Would you go through the records below and copy each line with the string "edges"?

(Saved entries)
----------------

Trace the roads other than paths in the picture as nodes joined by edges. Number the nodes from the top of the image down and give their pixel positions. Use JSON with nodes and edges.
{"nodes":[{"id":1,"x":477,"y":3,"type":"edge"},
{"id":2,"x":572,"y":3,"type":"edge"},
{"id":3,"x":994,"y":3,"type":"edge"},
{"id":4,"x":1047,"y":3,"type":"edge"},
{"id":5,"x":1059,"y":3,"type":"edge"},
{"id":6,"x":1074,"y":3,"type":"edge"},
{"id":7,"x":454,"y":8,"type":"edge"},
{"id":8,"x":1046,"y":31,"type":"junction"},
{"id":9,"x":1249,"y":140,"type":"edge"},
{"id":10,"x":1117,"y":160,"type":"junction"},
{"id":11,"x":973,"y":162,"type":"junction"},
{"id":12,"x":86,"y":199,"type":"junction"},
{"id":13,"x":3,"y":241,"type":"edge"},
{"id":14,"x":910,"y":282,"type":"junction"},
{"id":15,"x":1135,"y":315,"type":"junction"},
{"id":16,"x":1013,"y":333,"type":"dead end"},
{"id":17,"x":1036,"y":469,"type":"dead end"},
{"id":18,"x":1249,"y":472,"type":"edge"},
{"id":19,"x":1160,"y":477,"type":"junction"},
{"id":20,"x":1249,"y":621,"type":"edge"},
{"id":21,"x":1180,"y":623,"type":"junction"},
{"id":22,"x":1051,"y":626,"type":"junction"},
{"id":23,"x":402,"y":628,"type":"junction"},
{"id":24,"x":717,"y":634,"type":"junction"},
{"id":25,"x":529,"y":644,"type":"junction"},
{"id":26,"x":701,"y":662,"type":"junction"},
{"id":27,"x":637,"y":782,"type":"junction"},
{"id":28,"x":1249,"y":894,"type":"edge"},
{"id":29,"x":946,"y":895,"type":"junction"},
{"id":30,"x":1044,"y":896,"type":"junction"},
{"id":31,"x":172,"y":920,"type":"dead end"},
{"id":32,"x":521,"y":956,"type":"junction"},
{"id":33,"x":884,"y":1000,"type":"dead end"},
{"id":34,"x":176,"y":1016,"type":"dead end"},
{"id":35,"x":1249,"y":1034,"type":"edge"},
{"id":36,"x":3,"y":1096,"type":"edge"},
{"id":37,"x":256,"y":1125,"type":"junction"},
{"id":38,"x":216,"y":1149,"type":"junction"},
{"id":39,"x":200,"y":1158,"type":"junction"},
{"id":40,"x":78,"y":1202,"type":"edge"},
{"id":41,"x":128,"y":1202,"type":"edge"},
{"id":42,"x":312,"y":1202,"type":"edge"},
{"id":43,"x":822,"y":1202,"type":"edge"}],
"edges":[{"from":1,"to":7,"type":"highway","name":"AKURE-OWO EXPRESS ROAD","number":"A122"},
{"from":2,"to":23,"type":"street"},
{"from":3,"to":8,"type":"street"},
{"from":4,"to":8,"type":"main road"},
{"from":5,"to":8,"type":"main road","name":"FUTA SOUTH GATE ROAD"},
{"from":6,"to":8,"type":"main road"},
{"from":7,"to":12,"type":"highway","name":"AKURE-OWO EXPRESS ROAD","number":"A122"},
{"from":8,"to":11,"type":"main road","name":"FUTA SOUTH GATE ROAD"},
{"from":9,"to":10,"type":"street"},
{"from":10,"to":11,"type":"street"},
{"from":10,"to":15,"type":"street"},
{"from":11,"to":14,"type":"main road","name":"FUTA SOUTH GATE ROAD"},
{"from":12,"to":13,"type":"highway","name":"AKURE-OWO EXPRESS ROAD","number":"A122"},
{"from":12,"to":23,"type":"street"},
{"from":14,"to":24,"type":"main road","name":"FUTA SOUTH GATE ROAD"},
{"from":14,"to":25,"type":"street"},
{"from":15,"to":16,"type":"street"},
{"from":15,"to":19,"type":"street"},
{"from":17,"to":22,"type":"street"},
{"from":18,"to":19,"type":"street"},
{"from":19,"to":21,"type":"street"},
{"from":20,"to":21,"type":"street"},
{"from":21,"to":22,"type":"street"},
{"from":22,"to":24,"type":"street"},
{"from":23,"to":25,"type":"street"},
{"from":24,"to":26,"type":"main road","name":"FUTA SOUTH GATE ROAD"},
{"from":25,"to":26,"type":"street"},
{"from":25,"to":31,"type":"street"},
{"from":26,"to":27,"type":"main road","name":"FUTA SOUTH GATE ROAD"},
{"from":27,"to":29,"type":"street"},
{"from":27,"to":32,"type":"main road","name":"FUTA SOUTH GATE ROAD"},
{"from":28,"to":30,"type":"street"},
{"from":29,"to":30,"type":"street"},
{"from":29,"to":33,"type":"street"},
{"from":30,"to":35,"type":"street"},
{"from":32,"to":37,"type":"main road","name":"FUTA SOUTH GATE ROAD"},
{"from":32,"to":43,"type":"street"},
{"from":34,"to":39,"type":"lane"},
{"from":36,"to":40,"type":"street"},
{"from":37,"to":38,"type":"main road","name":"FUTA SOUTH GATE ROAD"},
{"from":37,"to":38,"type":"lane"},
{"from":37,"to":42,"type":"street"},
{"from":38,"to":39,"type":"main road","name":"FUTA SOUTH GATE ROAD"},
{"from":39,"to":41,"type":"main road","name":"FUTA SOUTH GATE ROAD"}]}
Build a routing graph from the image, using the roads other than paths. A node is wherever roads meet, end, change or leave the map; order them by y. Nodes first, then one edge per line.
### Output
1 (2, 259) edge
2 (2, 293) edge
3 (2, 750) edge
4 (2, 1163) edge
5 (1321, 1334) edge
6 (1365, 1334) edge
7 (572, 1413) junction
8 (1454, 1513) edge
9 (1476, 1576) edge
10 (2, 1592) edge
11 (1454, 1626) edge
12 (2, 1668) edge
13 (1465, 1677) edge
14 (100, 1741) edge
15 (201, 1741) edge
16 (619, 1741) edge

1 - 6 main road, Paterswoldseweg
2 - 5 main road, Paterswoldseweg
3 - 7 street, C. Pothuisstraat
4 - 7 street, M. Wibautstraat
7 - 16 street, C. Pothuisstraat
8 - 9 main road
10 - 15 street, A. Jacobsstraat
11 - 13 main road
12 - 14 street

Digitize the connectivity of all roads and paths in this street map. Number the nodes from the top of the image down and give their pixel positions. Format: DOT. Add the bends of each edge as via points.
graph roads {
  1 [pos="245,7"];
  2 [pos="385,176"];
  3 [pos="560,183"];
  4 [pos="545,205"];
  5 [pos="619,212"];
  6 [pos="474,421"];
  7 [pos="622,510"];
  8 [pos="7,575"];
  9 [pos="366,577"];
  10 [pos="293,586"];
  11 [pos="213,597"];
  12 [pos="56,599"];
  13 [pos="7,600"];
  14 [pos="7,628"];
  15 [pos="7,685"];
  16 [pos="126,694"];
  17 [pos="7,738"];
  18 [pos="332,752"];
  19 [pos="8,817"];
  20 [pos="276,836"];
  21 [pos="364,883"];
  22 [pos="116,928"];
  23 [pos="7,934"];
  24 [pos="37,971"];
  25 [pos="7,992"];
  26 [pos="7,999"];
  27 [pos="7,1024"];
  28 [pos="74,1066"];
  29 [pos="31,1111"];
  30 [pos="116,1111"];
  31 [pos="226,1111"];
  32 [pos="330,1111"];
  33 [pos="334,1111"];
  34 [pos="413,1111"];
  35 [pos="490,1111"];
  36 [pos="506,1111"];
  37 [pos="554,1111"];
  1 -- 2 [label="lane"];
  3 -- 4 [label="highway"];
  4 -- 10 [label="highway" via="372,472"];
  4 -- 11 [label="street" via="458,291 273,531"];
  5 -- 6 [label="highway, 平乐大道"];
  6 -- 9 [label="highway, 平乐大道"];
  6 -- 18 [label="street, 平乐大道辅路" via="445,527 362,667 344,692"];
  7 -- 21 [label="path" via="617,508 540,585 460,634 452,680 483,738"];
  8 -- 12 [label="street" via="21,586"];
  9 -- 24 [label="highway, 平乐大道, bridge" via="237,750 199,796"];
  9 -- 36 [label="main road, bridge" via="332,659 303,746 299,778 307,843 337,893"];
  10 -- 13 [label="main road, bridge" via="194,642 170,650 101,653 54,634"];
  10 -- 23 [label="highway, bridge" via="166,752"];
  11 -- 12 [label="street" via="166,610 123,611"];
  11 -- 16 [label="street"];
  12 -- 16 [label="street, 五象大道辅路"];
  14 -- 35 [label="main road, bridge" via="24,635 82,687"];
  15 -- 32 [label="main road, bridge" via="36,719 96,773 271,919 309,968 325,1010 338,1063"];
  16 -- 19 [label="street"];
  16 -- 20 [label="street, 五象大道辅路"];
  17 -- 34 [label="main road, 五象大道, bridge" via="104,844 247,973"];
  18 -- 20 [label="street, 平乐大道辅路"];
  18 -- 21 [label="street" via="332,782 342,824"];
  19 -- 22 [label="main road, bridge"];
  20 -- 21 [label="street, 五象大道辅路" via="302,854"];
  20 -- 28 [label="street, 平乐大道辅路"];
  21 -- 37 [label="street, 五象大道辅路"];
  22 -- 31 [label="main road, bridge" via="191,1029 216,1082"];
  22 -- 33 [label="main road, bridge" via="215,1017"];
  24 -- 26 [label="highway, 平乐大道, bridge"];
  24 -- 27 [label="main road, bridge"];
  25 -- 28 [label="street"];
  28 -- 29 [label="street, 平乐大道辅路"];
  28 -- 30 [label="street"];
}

----------------

Task result>
Trace the roads other than paths in the picture as nodes joined by edges. Number the nodes from the top of the image down and give their pixel positions. Use JSON with nodes and edges.
"edges":[{"from":1,"to":7,"type":"highway","name":"AKURE-OWO EXPRESS ROAD","number":"A122"},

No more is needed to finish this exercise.